Надеюсь, она и сама пишет. Ведь в наших английских полях можно так же часто встречаться с музами, как у Кастальского ключа или на склоне Геликона, хотя, в глубине души я всегда считал, что одновременное появление девяти (незамужних) сестер способно немного смутить человека.
Передайте, пожалуйста, мой самый сердечный привет Вашему мужу и всем Вашим и примите мои заверения в искреннейшем к Вам почтении.
Оскар Уайльд
13. Эллен Терри
{28}
Тайт-стрит
[Приблизительно сентябрь 1880 г.]
Дорогая мисс Эллен Терри, прошу Вас принять от меня первый экземпляр моей первой пьесы, драмы из жизни современной России.
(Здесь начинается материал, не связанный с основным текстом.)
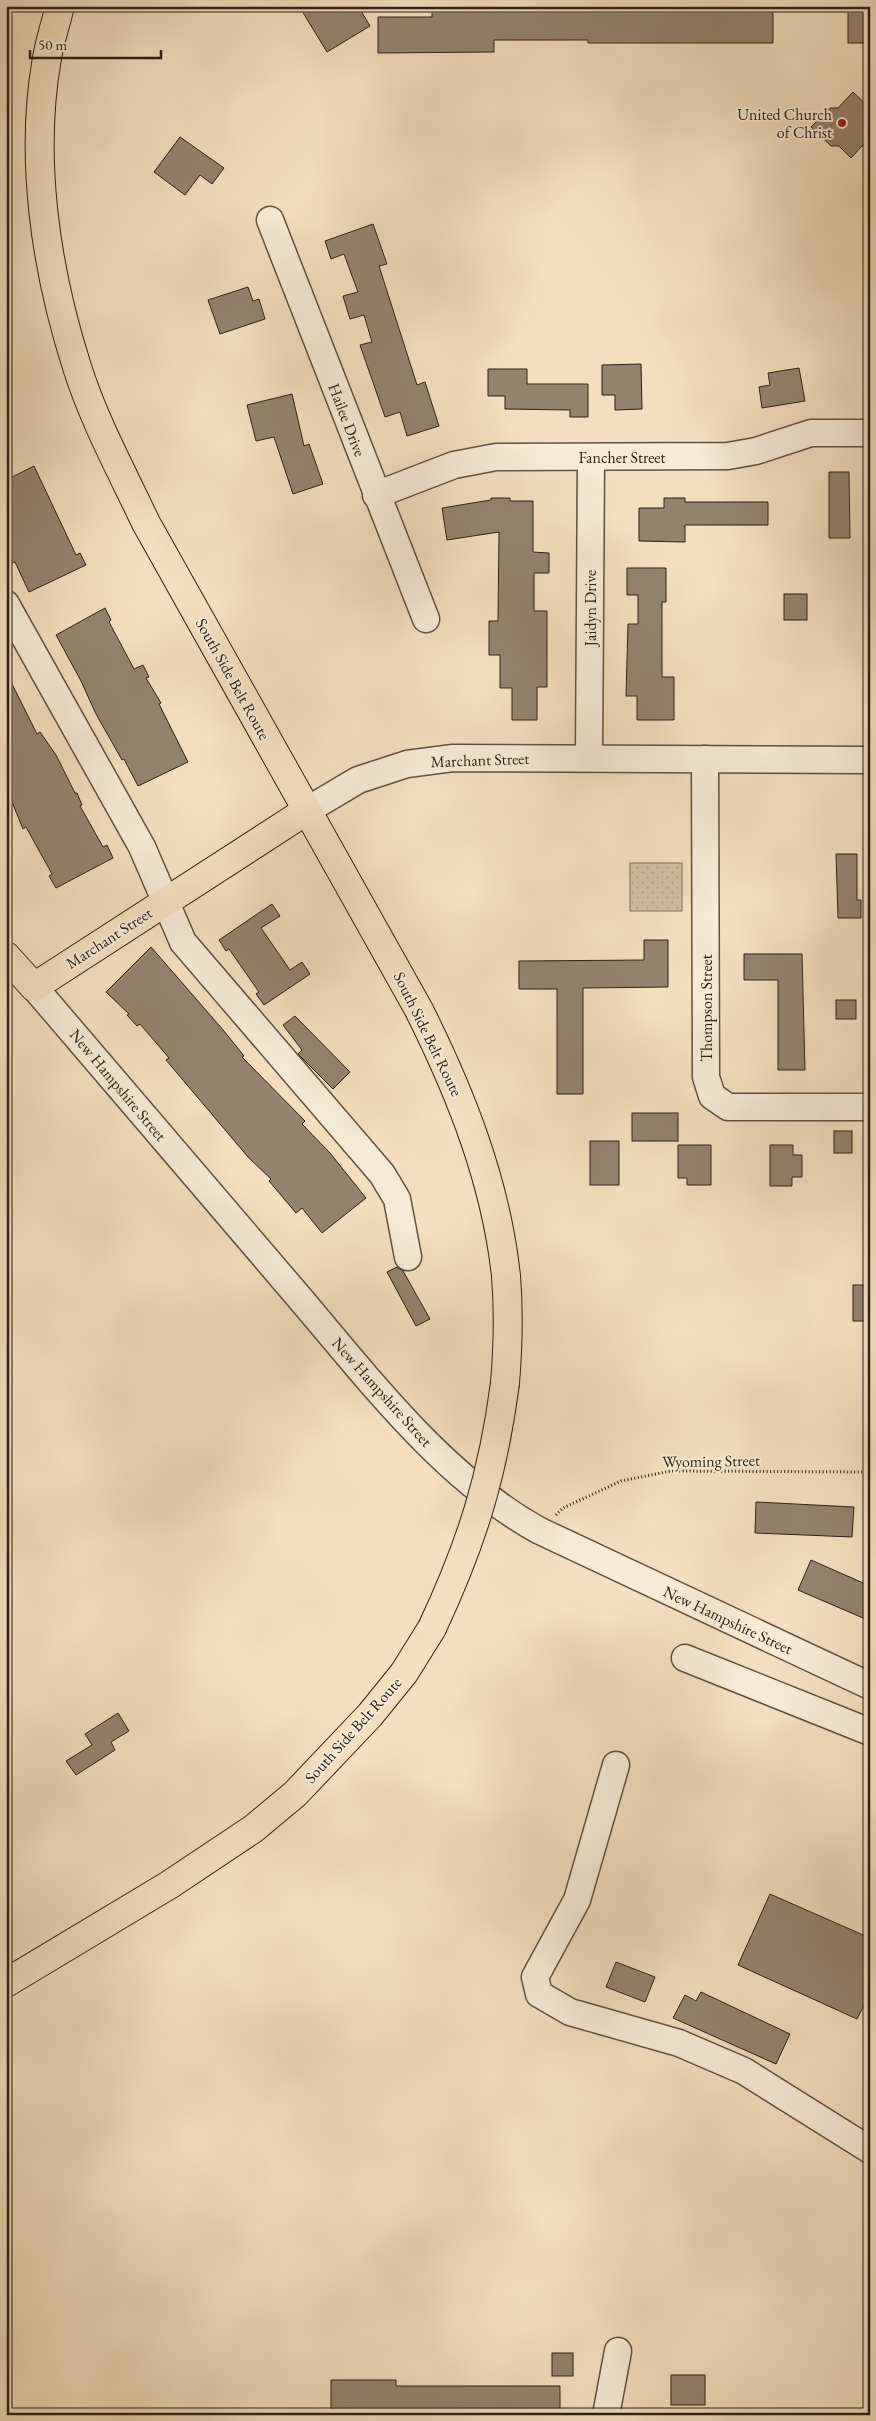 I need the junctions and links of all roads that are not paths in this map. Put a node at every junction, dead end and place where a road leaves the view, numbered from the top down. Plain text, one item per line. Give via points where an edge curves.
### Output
1 (60, 6) edge
2 (270, 220) dead end
3 (870, 433) edge
4 (591, 458) junction
5 (376, 494) junction
6 (6, 604) edge
7 (426, 618) dead end
8 (589, 758) junction
9 (705, 759) junction
10 (870, 760) edge
11 (306, 810) junction
12 (165, 901) junction
13 (6, 956) edge
14 (34, 987) junction
15 (870, 1107) edge
16 (408, 1257) dead end
17 (685, 1658) dead end
18 (870, 1686) edge
19 (870, 1732) edge
20 (616, 1765) dead end
21 (6, 1983) edge
22 (870, 2150) edge
23 (618, 2352) dead end
24 (606, 2415) edge

1 - 11 main road, South Side Belt Route via 47,58 39,136 53,273 77,368 146,522
2 - 5 street, Hailee Drive
3 - 4 street, Fancher Street via 811,433 756,451 728,456
4 - 5 street, Fancher Street via 496,457 454,465
4 - 8 street, Jaidyn Drive
5 - 7 street, Hailee Drive
6 - 12 street via 142,847
8 - 9 street, Marchant Street
8 - 11 street, Marchant Street via 453,758 406,764 358,780
9 - 10 street, Marchant Street
9 - 15 street, Thompson Street via 706,1077 712,1096 728,1107
11 - 12 main road, Marchant Street
11 - 21 main road, South Side Belt Route, bridge via 419,1010 448,1068 475,1138 497,1219 506,1276 508,1332 498,1434 480,1508 454,1581 432,1628 404,1673 370,1715 295,1794 253,1830 169,1886
12 - 14 main road, Marchant Street
12 - 16 street via 183,942 382,1174 397,1199
13 - 14 main road, New Hampshire Street
14 - 18 street, New Hampshire Street via 407,1421 462,1478 515,1518 540,1531
17 - 19 street
20 - 22 street via 577,1900 535,1976 539,1994 570,2012 679,2043 744,2071
23 - 24 street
Может быть, когда-нибудь мне посчастливится написать нечто достойное Вашей игры.
Все мы очень соскучились по Вам и очень завидуем провинции: ведь она прежде, чем мы, увидит Вас во всех Ваших прекрасных ролях.
Так что возвращайтесь, пожалуйста, скорей. Искренне Ваш
Оскар Уайльд
14. Э. Ф. С. Пиготту
{29}
Тайт-стрит, Китс-хаус
[Сентябрь 1880 г.]
Уважаемый мистер Пиготт, посылаю Вам экземпляр моей первой пьесы, которую Вы любезно согласились прочитать. Литературные достоинства ее весьма невелики, но в эпоху актерского мастерства отсутствие литературной гладкости, может быть, и является лучшим критерием хорошей пьесы.
Мне слишком хорошо известно, как трудно написать истинно прекрасную драму, но я занимаюсь драматическим искусством потому, что это демократическое искусство, а я хочу известности. Поэтому я буду очень благодарен Вам за любое полезное замечание, за любой практический совет, подсказанные Вашим опытом и Вашим блистательным критическим даром.
По-моему, второе действие неплохо написано, а четвертое неплохо выстроено — но так трудно оценить достоинство своего собственного произведения! Заверяю Вас в своей искренней преданности.